It sounds like a simple question. You want the old garage gone. It needs to come down. Do you demolish the whole thing in one hit, or do you strip the asbestos out first and then demolish what is left?
The answer is clear under NSW law and under basic safety logic: asbestos removal comes first. Always. But the number of garage demolitions across Sydney where this sequence gets reversed, skipped, or ignored suggests that the answer is not as obvious as it should be.
Here is why the order matters, what the regulations require, and what happens when people get it wrong.
The Correct Sequence
For any garage built before 1990 that contains or may contain asbestos-containing materials, the process follows a defined order.
Step 1: Testing
Before anything is touched, the garage materials need to be tested.
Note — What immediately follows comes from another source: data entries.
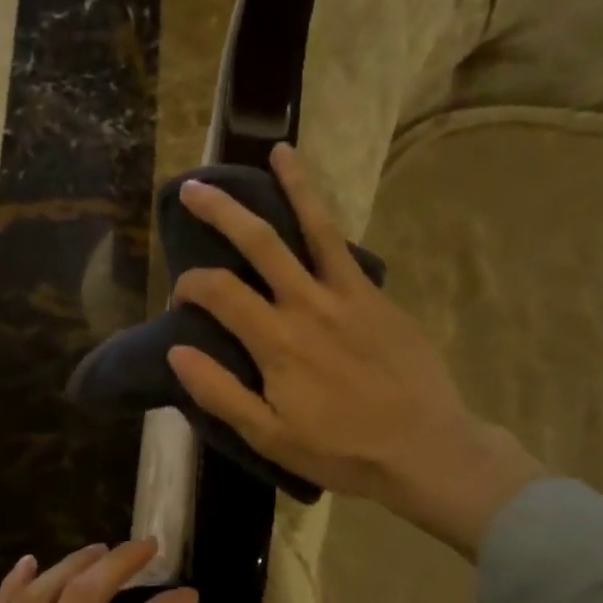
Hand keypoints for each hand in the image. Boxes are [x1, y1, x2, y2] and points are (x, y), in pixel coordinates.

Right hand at [168, 143, 542, 556]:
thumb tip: (177, 350)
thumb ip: (219, 392)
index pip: (218, 291)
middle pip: (259, 241)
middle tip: (194, 188)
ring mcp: (349, 294)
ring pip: (315, 227)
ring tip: (278, 153)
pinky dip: (329, 223)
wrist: (424, 449)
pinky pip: (347, 250)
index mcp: (276, 340)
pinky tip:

A licensed assessor collects samples from wall sheeting, ceiling linings, roof sheeting, and any other suspect materials. The samples go to a NATA-accredited laboratory for analysis.
This step confirms whether asbestos is present, what type it is (chrysotile, amosite, crocidolite), and in what materials. It takes three to five business days for standard turnaround.
If no asbestos is detected, the garage can be demolished using standard methods.
If asbestos is confirmed, the sequence moves to Step 2.
Step 2: Asbestos Removal
A licensed asbestos removalist strips all asbestos-containing materials from the garage structure. This is done under controlled conditions: wetting the material, using hand tools (not power tools on asbestos), carefully lowering sheets rather than dropping them, double-wrapping the waste in heavy-duty polyethylene, and decontaminating the work area.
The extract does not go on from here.